Back to the trip. I left the campsite about 8:30 and completed the 91 rod portage to Marshall. Some small hills and a bit rocky, but a straight forward portage. No one at the campsite on Marshall. Turns out this will be the case all day... no one camped or paddling on any of the lakes I pass through. The next 4 portages were all around 30 rods plus or minus. They were all very buggy, rocky, and muddy, but no deep mud. I wore my head net the whole morning. The lakes are more like wide spots in a narrow winding stream, and I love this type of area.
I saw a bald eagle and a mommy merganser teaching 3 little ones how to dive. It was adorable. Mama and babies would all dive underwater in perfect unison and pop up altogether 20-30 seconds later. Lots of flowers blooming this time of year: blue flag iris, twin flower, wild rose, thimbleberry, bunchberry, and more which I need to look up. Tons of frogs calling and leaping about near portage entrances.
I ate a floating lunch on Swan Lake to refuel before the 281 rod portage. I had tortillas, salami, and asiago cheese. I tucked the Bit o' Honey, fruit leather, and almonds into my shirt pocket as nibbles for the long portage. This portage was long, but had some of the better footing for the day, and was not as buggy. I was able to double portage the whole way to Vernon Lake, but I was pretty exhausted. So I told myself, if a campsite was open on Vernon I should take it and wait to reach Brule tomorrow. Turned out to be a great decision! Beautiful campsite right by a spring fed stream. Once I saw the rocky portage to Brule the next day, I knew I was smart to stop when I was so tired.
How can so many solo paddlers say they don't get very hungry? I was famished by the time I made camp mid afternoon! This ended up being the case for the whole trip.
This was the first day I set up my new CCS tarp. I hadn't even had time to get it set up at home due to caring for my dad. I took my time, cut the lines, and decided what I thought would be my favorite way to set it up. I loved it! So many great choices for tie off points. This is a really well designed product.

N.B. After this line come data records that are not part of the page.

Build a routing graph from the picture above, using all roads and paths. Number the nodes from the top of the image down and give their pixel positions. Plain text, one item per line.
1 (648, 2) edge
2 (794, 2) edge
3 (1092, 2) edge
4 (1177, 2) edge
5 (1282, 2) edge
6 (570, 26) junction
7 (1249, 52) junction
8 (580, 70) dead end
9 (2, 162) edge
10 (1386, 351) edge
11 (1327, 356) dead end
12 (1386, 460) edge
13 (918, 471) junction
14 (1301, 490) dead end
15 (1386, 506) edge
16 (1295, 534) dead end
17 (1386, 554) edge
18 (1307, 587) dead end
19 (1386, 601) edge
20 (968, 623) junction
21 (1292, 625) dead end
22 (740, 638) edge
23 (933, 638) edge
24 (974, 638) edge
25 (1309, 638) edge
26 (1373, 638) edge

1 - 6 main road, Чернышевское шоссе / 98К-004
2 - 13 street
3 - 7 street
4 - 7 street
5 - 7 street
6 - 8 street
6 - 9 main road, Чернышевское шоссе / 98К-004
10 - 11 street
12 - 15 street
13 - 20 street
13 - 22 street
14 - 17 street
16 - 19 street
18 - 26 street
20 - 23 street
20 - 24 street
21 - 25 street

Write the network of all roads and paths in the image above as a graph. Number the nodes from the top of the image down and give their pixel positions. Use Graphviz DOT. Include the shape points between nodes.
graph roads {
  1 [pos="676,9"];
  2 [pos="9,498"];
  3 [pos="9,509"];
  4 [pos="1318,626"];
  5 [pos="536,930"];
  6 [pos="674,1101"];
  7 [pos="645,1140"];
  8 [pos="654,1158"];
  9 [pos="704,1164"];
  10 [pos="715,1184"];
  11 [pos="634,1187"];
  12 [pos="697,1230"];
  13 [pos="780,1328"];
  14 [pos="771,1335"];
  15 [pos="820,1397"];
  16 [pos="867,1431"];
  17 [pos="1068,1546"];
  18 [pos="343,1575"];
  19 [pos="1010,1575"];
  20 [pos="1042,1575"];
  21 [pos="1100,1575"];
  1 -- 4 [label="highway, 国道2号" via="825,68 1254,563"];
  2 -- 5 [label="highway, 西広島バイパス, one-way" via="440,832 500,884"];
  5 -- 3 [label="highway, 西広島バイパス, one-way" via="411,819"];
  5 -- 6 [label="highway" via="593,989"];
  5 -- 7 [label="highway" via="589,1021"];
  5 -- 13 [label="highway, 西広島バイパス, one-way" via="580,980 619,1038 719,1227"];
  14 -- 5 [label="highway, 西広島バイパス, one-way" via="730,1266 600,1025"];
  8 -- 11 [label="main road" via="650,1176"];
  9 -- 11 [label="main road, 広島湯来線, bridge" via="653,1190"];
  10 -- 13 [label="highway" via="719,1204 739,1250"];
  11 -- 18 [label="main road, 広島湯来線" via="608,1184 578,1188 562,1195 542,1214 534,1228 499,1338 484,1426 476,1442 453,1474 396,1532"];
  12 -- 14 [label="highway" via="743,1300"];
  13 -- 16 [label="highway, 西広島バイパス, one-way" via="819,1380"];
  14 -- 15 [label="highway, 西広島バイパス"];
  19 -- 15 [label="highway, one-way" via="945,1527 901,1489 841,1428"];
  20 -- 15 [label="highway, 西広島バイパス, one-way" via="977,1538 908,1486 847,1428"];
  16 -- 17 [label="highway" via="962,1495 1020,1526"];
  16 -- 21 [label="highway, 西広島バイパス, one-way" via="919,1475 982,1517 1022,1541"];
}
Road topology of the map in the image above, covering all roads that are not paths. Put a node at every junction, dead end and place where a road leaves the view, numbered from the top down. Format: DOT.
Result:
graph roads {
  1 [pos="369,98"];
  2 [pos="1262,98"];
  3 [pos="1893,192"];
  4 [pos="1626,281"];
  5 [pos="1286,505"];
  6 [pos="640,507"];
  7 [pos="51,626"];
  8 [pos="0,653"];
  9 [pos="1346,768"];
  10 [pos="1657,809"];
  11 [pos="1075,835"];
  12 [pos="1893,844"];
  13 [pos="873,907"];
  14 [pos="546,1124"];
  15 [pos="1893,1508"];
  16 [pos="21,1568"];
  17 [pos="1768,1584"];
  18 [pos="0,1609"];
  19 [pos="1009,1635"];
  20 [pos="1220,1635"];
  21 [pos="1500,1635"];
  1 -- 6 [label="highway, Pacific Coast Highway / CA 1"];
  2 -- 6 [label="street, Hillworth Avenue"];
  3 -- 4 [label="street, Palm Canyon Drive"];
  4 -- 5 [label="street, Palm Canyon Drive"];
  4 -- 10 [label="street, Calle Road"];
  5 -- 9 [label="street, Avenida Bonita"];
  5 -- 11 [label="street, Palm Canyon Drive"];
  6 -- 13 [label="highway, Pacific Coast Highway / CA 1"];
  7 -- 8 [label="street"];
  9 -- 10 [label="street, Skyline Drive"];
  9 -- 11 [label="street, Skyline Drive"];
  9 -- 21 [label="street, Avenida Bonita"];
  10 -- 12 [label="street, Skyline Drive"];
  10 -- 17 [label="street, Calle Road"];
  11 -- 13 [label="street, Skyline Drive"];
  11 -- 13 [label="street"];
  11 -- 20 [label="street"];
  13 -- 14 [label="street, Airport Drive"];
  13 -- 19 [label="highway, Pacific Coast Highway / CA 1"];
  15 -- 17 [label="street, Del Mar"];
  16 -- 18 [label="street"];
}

This campsite had a perfect swimming spot and the added fun of the stream outflow. Because it is spring fed, it was particularly icy water and the current made it fun to float around in my life jacket. Very refreshing! The day had been cloudy, but really hot and humid. Nice steady breeze from the south kept the bugs at bay and made quick work of drying my freshly rinsed trail clothes. The stream outflow was popular with a loon as well. One hung out diving for fish all evening.
My 1st frustration tonight was figuring out the best way to set up my new water filter. I really hadn't given it much thought before the trip, but after some frustrating losses of water due to an unstable set up, I finally figured out what would work. Used the alcohol stove to cook up some Pad Thai ramen and hot cocoa. I was very disappointed to find out one of the storage bottles for the alcohol now leaks...ugh! Fortunately, I had also bagged both bottles so I was able to rescue most of the spilled fuel.
I nicknamed this campsite Wind Tunnel because the south breeze made lighting anything very difficult (but kept the bugs away).
The only people I saw all day, paddled by my campsite about 4:30 on their way to Brule. I am guessing they were the people who had today's Bower Trout entry permit. Headed to bed early to read and write and better organize my gear.
~Bower Trout Lake, Marshall Lake, Dugout Lake, Skidway Lake, Swan Lake, Vernon Lake
Portages: 91 rod, 30 rod, 33 rod, 36 rod, 31 rod, 281 rod
Miles: 8 (I report map miles, I do not include my back and forth distance on portages)
Happy Birthday to me, Happy Birthday to me! I was out of the tent by 5:10am and had planned a quick pack up so I could get to Brule before any wind kicked up. By 6:05, everything was ready to put in the packs. It started to mist so I quickly stuffed it all in the packs. I finished just in time, because it started to pour and I heard some distant thunder. Since I had planned a no-cook breakfast (PB, chocolate, banana smoothie), I decided to mix it up while I waited for the thunder to pass. The wind started churning up white caps, so much for beating the wind on Brule.
The thunder was very distant and very, very intermittent so I decided to scoot right along the shore to the portage because it was super close to the campsite. At least then I could get the portage done and evaluate the state of the wind on Brule. The portage was straight up, so I was really glad I had stopped on Vernon the night before. I never heard anymore thunder. The wind and rain were dying down by the time I reached Brule so I headed out.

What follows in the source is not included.